By Paul R. Yagelski, Esq.

Recently, Pennsylvania’s Superior Court rendered a decision that may have a significant impact on whether production rights may be severed from storage rights in a dual purpose oil and gas lease.

In Pennsylvania, it is not unusual to find an oil and gas lease that provides for both production and storage of gas.  These leases are known as dual purpose leases.  Many of these leases do not pay bonuses to the landowner and do not pay royalties in excess of the state minimum of 12 ½%.  In fact, many of these dual purpose leases pay only small amounts for production and storage, usually a few hundred dollars per production well and a few hundred dollars per storage well.

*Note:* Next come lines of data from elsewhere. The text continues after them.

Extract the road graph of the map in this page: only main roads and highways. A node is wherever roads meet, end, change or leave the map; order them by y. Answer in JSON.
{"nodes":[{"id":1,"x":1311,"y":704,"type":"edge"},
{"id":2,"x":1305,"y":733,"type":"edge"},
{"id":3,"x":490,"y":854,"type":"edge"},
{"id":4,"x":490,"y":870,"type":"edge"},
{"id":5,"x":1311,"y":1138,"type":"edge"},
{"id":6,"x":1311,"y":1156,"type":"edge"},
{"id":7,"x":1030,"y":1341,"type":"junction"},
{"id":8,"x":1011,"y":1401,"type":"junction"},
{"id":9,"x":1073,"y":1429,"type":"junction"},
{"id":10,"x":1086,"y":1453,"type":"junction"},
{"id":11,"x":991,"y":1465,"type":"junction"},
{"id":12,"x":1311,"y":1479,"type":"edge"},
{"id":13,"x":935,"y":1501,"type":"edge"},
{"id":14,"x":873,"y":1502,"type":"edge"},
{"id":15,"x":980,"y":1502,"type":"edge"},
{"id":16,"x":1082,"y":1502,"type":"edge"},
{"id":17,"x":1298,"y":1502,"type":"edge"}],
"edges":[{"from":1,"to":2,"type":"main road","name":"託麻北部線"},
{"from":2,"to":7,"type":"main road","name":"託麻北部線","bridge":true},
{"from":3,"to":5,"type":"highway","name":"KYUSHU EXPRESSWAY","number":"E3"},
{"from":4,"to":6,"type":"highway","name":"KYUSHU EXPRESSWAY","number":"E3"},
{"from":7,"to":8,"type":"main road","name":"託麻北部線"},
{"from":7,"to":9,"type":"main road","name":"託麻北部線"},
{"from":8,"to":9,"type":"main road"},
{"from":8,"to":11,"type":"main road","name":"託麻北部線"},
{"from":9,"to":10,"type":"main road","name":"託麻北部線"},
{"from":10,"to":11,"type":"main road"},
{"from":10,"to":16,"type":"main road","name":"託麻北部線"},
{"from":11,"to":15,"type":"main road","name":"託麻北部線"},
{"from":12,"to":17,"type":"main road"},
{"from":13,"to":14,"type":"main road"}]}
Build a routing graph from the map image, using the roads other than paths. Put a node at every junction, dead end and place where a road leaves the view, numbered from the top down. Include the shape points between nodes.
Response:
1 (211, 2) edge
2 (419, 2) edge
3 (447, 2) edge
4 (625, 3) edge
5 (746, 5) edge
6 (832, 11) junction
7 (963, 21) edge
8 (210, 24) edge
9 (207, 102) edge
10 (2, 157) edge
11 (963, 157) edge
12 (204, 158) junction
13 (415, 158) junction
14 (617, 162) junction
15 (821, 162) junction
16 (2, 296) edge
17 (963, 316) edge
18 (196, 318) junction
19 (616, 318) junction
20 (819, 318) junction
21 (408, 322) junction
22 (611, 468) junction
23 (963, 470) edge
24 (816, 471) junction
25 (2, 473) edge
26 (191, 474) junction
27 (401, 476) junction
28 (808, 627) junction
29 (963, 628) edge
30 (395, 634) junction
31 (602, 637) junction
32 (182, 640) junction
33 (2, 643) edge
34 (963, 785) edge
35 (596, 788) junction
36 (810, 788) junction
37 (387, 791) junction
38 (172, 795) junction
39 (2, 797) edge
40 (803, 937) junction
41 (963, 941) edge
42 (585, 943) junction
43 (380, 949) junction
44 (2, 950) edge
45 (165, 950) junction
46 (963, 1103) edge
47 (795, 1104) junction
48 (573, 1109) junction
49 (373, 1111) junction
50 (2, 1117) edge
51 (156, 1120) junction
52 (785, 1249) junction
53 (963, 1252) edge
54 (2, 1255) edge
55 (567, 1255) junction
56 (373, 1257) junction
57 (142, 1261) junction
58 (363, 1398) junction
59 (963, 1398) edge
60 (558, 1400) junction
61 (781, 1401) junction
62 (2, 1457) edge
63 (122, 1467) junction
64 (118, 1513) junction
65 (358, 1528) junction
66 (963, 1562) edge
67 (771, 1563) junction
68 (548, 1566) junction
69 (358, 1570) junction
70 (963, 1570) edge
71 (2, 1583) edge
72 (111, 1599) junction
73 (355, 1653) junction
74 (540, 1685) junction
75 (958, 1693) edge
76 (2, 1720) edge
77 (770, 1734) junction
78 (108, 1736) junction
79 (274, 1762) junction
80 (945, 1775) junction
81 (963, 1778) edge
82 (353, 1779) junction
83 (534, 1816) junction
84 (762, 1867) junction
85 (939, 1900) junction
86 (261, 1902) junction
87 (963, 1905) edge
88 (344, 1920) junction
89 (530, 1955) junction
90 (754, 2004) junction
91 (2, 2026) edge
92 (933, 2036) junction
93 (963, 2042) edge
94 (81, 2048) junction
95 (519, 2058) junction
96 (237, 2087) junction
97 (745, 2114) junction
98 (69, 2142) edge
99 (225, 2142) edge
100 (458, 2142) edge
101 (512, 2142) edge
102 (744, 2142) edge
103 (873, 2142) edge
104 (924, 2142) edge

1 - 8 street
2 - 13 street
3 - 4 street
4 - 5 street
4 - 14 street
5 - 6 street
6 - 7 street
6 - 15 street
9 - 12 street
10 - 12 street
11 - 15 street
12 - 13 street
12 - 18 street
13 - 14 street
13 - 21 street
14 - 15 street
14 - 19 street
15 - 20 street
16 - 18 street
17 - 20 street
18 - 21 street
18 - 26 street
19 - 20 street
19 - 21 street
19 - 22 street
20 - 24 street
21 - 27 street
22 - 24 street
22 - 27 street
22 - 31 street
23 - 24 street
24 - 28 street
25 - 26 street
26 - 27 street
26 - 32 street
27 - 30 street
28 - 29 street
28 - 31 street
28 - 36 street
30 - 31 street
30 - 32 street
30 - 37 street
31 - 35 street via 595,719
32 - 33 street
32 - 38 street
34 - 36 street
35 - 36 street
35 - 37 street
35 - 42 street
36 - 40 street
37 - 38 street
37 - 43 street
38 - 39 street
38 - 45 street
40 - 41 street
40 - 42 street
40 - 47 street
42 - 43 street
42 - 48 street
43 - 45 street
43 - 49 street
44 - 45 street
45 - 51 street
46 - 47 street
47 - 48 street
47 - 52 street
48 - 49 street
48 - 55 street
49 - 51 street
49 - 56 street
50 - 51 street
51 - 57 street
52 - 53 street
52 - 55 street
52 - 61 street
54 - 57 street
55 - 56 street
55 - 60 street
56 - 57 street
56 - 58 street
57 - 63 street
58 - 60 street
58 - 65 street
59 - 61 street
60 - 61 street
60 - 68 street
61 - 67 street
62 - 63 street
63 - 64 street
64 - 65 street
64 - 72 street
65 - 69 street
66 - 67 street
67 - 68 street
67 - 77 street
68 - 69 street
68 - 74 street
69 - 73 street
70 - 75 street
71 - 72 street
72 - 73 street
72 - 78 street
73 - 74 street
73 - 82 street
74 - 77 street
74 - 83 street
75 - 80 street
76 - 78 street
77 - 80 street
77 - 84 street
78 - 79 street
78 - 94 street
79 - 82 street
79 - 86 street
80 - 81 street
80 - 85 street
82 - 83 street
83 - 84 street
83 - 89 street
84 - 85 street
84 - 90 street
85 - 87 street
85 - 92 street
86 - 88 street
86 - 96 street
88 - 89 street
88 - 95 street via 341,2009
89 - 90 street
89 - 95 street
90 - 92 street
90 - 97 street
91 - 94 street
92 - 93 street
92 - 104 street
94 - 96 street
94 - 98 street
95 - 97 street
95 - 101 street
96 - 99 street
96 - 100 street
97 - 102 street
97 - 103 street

Under many dual purpose leases, gas is being stored but no production of gas is taking place, and it is not unusual to find that no production of gas has ever taken place.  Under such circumstances and where landowners are being offered bonuses that can run into thousands, if not hundreds of thousands, of dollars with royalty percentages in excess, if not well in excess, of 12.5%, the issue arises as to whether production rights in a dual purpose lease can be severed from storage rights.  For the landowner with a dual purpose lease, the situation becomes very practical, very fast:  “Everyone else is receiving thousands of dollars in bonus money with a great royalty and I’m only getting a few hundred dollars a year.  Why can’t I get the same?  My oil and gas company has never produced any gas, and there is another oil and gas company that wants to lease my rights.  Why can’t I get a new lease?”

One of the arguments that is invariably made in favor of a new lease is that the production rights can be severed from the storage rights.  One of the main arguments employed to support this argument is the use of the disjunctive “or” in the durational clause, a/k/a habendum clause, of the dual purpose oil and gas lease.  The durational provision provides that either the production of gas or the storage of gas will maintain the lease in effect.  Accordingly, as the disjunctive “or” is used, it is argued that the production rights are severable from the storage rights.  As such, and where the oil and gas company has not produced any gas, the landowner also argues that the oil and gas lease is no longer in effect as to the production rights.  Accordingly, the landowner should be able to re-lease the production rights.  Is, however, the use of the disjunctive “or” in a dual purpose oil and gas lease an indicator of severability?  Based upon Loughman v. Equitable Gas Co., 134 A.3d 470 (Pa. Super. 2016), the answer is “no.”

On August 11, 1966, Dorothy Loughman entered into a lease of the oil and gas under her tract of approximately 250 acres in Morris Township, Greene County, with Equitable Gas Co., LLC, (“Equitable”).  By the terms of this lease (“Loughman Lease”), Equitable acquired the right to produce oil and gas and “to inject gas for storage or repressuring in the substrata and to remove same therefrom by pumping or otherwise.”  The Loughman Lease provided for a flat rent for each producing well, delay rent of $250 per year, and storage rent of $500 per year, or $2.00 per acre per year.

Dorothy Loughman’s succesors-in-interest (the “Loughmans”) filed an action in Greene County seeking to have the Loughman Lease declared terminated because of the failure of Equitable or its assigns to produce any oil or gas since the lease was signed.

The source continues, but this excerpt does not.